On Computer Based Assessment of Mathematics

Daniel Pead - August 2010

Thesis submitted to the University of Nottingham for the degree of Doctor of Philosophy


This work explores some issues arising from the widespread use of computer based assessment of Mathematics in primary and secondary education. In particular, it considers the potential of computer based assessment for testing “process skills” and “problem solving”. This is discussed through a case study of the World Class Tests project which set out to test problem solving skills.

The study also considers how on-screen “eAssessment” differs from conventional paper tests and how transferring established assessment tasks to the new media might change their difficulty, or even alter what they assess. Once source of evidence is a detailed comparison of the paper and computer versions of a commercially published test – nferNelson's Progress in Maths - including a new analysis of the publisher's own equating study.

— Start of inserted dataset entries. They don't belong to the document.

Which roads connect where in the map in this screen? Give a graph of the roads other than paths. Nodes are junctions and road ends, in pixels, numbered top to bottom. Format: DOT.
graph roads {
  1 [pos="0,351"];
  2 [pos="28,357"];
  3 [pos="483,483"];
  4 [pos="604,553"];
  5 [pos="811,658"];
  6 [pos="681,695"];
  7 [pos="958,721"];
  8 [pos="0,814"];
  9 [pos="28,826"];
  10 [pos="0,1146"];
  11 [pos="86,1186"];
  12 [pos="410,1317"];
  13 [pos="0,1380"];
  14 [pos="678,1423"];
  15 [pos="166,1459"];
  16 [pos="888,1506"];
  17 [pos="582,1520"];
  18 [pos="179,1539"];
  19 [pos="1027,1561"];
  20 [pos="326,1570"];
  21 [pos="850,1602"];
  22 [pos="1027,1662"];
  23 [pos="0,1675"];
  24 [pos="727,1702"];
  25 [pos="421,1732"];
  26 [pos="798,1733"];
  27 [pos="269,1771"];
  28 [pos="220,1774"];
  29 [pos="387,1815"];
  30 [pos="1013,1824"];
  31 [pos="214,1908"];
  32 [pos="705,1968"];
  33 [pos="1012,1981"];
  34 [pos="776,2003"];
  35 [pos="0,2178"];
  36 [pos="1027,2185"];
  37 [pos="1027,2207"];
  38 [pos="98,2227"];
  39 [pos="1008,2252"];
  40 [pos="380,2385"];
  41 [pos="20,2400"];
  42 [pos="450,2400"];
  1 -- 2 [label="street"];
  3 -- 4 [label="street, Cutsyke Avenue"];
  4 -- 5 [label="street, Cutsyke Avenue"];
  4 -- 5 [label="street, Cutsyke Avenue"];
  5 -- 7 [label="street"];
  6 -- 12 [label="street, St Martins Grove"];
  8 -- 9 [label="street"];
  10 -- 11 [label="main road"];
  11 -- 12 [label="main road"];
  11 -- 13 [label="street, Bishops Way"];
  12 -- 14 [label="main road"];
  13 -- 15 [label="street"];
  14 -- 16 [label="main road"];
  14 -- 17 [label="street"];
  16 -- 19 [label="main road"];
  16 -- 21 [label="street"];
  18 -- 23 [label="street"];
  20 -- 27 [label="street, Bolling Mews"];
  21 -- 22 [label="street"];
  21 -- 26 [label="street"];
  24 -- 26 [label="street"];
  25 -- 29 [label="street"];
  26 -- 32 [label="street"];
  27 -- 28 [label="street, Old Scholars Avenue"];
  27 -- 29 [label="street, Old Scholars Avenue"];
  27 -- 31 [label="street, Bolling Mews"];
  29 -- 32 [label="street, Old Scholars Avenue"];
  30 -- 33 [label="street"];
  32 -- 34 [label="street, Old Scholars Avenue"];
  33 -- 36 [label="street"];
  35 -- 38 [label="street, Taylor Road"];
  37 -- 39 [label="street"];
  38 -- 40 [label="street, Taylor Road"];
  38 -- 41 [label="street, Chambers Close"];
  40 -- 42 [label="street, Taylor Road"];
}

The other major aspect of the work is a design research exercise which starts by analysing tasks from Mathematics GCSE papers and proceeds to design, implement and trial a computer-based system for delivering and marking similar styles of tasks. This produces a number of insights into the design challenges of computer-based assessment, and also raises some questions about the design assumptions behind the original paper tests. One unanticipated finding was that, unlike younger pupils, some GCSE candidates expressed doubts about the idea of a computer-based examination.

The study concludes that implementing a Mathematics test on a computer involves detailed decisions requiring expertise in both assessment and software design, particularly in the case of richer tasks targeting process skills. It concludes with the proposal that, in contrast to its advantages in literacy-based subjects, the computer may not provide a “natural medium for doing mathematics”, and instead places an additional demand on students. The solution might be to reform the curriculum to better reflect the role of computing in modern Mathematics.